14.2 Packet Forwarding

Packet Forwarding Decision Process

1. Data link frame with encapsulated IP packet arrives on the ingress interface.
2. Router examines the destination IP address in the packet header and consults its IP routing table.
3. Router finds the longest matching prefix in the routing table.
4. Router encapsulates the packet in a data link frame and forwards it out the egress interface. Destination could be a device or next-hop router.
5. If no matching route entry is found, the packet is dropped.

Forwarding to a Directly Connected Network

• If the route entry indicates that the egress interface is a directly connected network, the packet can be forwarded directly to the destination device, typically an Ethernet LAN.
• To encapsulate the packet, the router needs to determine the destination MAC address associated with the destination IP address. The process varies based on the packet type (IPv4 or IPv6).

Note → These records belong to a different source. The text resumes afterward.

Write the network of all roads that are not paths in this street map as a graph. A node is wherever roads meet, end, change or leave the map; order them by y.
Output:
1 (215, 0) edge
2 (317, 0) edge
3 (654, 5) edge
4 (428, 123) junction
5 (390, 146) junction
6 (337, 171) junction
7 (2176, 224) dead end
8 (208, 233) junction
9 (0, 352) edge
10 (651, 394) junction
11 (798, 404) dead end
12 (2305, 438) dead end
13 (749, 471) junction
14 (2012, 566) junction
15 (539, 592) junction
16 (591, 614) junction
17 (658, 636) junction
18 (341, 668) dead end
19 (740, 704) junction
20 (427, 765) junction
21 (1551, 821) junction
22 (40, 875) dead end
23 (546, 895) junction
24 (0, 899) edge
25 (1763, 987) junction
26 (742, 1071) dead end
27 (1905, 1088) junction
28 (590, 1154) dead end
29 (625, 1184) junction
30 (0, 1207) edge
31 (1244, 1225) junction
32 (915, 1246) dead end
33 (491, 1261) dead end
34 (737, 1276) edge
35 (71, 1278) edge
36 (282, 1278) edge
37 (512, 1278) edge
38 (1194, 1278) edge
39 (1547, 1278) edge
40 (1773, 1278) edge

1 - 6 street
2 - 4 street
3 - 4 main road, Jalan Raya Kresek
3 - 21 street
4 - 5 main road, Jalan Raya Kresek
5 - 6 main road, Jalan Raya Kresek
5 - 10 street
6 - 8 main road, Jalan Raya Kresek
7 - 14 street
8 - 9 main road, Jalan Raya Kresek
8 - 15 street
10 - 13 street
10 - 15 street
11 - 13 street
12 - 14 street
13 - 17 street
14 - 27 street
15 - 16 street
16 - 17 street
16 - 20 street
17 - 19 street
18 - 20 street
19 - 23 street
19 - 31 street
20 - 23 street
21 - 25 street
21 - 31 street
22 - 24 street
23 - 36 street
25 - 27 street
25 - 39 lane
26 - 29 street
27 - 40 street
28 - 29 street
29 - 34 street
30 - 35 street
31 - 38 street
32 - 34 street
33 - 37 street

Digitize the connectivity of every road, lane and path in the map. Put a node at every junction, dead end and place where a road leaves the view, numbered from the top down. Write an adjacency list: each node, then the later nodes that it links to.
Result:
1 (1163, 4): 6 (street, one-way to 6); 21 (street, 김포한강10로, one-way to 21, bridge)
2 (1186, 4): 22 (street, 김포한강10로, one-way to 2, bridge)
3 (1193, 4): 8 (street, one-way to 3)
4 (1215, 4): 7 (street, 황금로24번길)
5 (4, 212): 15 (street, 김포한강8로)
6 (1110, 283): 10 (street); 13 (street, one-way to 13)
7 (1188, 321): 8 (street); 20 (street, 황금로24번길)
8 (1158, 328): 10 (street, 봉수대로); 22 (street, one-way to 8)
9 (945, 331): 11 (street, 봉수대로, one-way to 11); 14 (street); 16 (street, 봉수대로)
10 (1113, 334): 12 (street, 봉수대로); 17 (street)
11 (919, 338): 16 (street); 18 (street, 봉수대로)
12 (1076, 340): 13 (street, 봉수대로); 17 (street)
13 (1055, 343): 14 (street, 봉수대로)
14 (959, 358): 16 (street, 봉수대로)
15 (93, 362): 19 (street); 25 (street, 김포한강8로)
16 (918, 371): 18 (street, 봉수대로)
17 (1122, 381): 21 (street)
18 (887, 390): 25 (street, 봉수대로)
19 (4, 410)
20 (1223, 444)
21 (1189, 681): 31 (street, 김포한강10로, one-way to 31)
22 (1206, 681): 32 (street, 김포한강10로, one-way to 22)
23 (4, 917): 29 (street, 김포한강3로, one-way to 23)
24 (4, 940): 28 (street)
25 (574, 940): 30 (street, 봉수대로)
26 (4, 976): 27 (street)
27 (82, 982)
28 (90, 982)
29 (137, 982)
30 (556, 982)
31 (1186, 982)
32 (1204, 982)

Forwarding to a Next-Hop Router

• If the route entry indicates that the destination IP address is on a remote network, the packet must be forwarded to the next-hop router, indicated in the route entry.
• If the forwarding router and the next-hop router are on an Ethernet network, a similar process (ARP and ICMPv6 Neighbor Discovery) will occur for determining the destination MAC address of the packet.
• The router will search for the IP address of the next-hop router in its ARP table or neighbor cache, instead of the destination IP address of the packet.
• This process will vary for other types of Layer 2 networks.

Drop the Packet

• If there is no match between the destination IP address and a prefix in the routing table and no default route, the packet will be dropped.

End-to-End Packet Forwarding

• The primary responsibility of the packet forwarding function is to encapsulate packets in the appropriate data link frame type for the outgoing interface.
• For example, the data link frame format for a serial link could be Point-to-Point (PPP) protocol, High-Level Data Link Control (HDLC) protocol, or some other Layer 2 protocol.

Packet Forwarding Mechanisms

• The more efficiently a router can perform the encapsulation task, the faster packets can be forwarded.
• Routers support the following three packet forwarding mechanisms:
  • Process switching
  • Fast switching
  • Cisco Express Forwarding (CEF)

Process Switching

• An older packet forwarding mechanism, still available on Cisco routers.
• When a packet arrives, it is forwarded to the control plane, where the CPU matches the destination address with an entry in its routing table and determines the exit interface.
• The router does this for every packet, even if the destination is the same for a stream of packets.

Fast Switching

• Another older packet forwarding mechanism, successor to process switching.
• Uses a fast-switching cache to store next-hop information.
• When a packet arrives, the CPU searches for a match in the fast-switching cache. If not found, it is process-switched.
• The flow information is stored in the fast-switching cache.
• Subsequent packets to the same destination reuse the next-hop information in the cache without CPU intervention.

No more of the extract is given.